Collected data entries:
□ □ □

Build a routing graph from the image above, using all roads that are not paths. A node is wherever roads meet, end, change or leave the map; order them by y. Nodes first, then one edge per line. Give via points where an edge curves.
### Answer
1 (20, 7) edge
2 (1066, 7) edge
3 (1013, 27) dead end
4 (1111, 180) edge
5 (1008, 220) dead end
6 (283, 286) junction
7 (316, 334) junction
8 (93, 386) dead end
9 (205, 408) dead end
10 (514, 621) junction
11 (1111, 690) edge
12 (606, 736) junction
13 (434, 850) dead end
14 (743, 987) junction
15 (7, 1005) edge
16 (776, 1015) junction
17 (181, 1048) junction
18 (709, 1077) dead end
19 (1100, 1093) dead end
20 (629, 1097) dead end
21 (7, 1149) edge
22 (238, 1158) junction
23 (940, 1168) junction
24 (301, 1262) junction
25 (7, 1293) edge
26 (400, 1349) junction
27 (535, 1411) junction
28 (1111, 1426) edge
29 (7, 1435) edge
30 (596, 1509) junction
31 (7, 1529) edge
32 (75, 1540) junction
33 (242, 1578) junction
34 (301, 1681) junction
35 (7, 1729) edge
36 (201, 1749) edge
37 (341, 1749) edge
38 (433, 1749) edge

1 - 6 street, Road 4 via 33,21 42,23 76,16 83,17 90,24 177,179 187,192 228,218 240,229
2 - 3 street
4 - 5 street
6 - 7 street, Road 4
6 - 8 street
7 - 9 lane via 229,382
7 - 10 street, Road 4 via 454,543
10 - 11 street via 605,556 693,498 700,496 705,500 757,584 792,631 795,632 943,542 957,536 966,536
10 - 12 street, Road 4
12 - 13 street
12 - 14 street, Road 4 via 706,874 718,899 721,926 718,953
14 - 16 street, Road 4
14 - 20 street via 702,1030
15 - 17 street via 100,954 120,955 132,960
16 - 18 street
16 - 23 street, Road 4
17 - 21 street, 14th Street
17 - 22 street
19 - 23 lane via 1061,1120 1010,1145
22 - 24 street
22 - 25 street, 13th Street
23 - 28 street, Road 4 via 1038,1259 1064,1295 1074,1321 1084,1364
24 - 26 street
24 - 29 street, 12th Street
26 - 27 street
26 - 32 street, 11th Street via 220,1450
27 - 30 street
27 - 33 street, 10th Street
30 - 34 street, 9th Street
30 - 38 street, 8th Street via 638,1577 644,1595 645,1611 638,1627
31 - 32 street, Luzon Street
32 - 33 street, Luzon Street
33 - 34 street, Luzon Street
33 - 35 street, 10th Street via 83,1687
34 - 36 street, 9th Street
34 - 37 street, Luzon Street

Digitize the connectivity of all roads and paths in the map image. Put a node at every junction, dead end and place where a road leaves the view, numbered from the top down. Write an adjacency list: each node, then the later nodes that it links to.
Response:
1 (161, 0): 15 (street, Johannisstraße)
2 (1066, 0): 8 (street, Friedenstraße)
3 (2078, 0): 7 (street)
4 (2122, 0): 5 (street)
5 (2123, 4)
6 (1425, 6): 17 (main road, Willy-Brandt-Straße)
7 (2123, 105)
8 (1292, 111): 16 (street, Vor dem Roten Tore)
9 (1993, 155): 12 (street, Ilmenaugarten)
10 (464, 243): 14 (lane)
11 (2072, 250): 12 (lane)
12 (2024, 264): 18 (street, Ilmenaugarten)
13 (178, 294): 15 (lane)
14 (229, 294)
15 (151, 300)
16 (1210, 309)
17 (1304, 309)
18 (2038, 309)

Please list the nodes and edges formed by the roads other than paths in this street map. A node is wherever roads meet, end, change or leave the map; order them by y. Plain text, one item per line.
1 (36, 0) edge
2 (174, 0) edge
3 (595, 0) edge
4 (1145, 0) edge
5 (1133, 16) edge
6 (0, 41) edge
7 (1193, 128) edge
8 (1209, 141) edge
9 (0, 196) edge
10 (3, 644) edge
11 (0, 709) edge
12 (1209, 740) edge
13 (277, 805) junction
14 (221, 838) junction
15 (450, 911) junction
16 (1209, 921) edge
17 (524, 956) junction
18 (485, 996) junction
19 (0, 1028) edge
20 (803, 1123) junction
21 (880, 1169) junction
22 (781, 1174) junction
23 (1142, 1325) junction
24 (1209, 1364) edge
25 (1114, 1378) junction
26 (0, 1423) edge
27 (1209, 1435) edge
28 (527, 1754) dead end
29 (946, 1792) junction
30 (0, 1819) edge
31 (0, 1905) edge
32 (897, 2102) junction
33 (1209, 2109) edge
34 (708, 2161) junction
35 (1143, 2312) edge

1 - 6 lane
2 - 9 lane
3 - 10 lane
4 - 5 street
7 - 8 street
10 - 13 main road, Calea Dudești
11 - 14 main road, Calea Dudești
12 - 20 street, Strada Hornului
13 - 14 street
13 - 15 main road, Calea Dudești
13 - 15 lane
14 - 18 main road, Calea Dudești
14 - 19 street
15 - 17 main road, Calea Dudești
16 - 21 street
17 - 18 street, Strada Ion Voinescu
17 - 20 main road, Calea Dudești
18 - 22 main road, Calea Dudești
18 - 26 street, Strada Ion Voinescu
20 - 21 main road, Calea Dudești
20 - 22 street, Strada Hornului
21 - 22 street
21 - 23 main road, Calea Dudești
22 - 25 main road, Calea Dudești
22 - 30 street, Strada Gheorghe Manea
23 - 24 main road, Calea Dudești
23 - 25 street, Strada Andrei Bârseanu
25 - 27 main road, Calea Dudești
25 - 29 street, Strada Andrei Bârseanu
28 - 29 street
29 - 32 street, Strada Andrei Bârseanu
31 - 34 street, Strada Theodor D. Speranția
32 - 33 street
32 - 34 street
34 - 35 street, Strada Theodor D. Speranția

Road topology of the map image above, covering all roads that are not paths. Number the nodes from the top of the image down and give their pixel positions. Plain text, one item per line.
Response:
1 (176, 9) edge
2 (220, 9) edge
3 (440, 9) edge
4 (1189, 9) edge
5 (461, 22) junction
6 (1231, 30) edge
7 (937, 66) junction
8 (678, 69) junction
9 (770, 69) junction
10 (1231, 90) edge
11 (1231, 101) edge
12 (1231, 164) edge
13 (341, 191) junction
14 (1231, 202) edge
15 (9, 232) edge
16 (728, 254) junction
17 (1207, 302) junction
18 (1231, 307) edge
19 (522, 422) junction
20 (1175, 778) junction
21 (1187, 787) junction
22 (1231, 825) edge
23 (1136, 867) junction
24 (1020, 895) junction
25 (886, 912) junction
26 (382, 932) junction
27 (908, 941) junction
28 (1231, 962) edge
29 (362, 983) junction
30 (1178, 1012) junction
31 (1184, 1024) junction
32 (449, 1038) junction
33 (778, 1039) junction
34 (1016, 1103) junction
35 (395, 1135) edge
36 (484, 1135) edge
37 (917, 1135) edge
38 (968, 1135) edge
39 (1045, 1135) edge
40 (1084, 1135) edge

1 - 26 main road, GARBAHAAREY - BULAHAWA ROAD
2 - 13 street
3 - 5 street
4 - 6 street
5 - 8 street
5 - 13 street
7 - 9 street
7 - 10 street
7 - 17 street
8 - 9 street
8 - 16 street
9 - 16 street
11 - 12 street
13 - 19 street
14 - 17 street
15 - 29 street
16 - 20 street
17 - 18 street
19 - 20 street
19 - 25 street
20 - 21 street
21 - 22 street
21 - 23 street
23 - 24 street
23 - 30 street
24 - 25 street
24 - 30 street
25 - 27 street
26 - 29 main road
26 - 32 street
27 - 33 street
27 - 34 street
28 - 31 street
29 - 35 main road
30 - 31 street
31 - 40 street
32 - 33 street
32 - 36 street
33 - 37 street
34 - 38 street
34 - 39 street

□ □ □

ABOUT THIS EXERCISE: Go through the entries and filter for lines holding the word "Hornului"; copy each match.

ANSWER BELOW:
12 - 20 street, Strada Hornului
20 - 22 street, Strada Hornului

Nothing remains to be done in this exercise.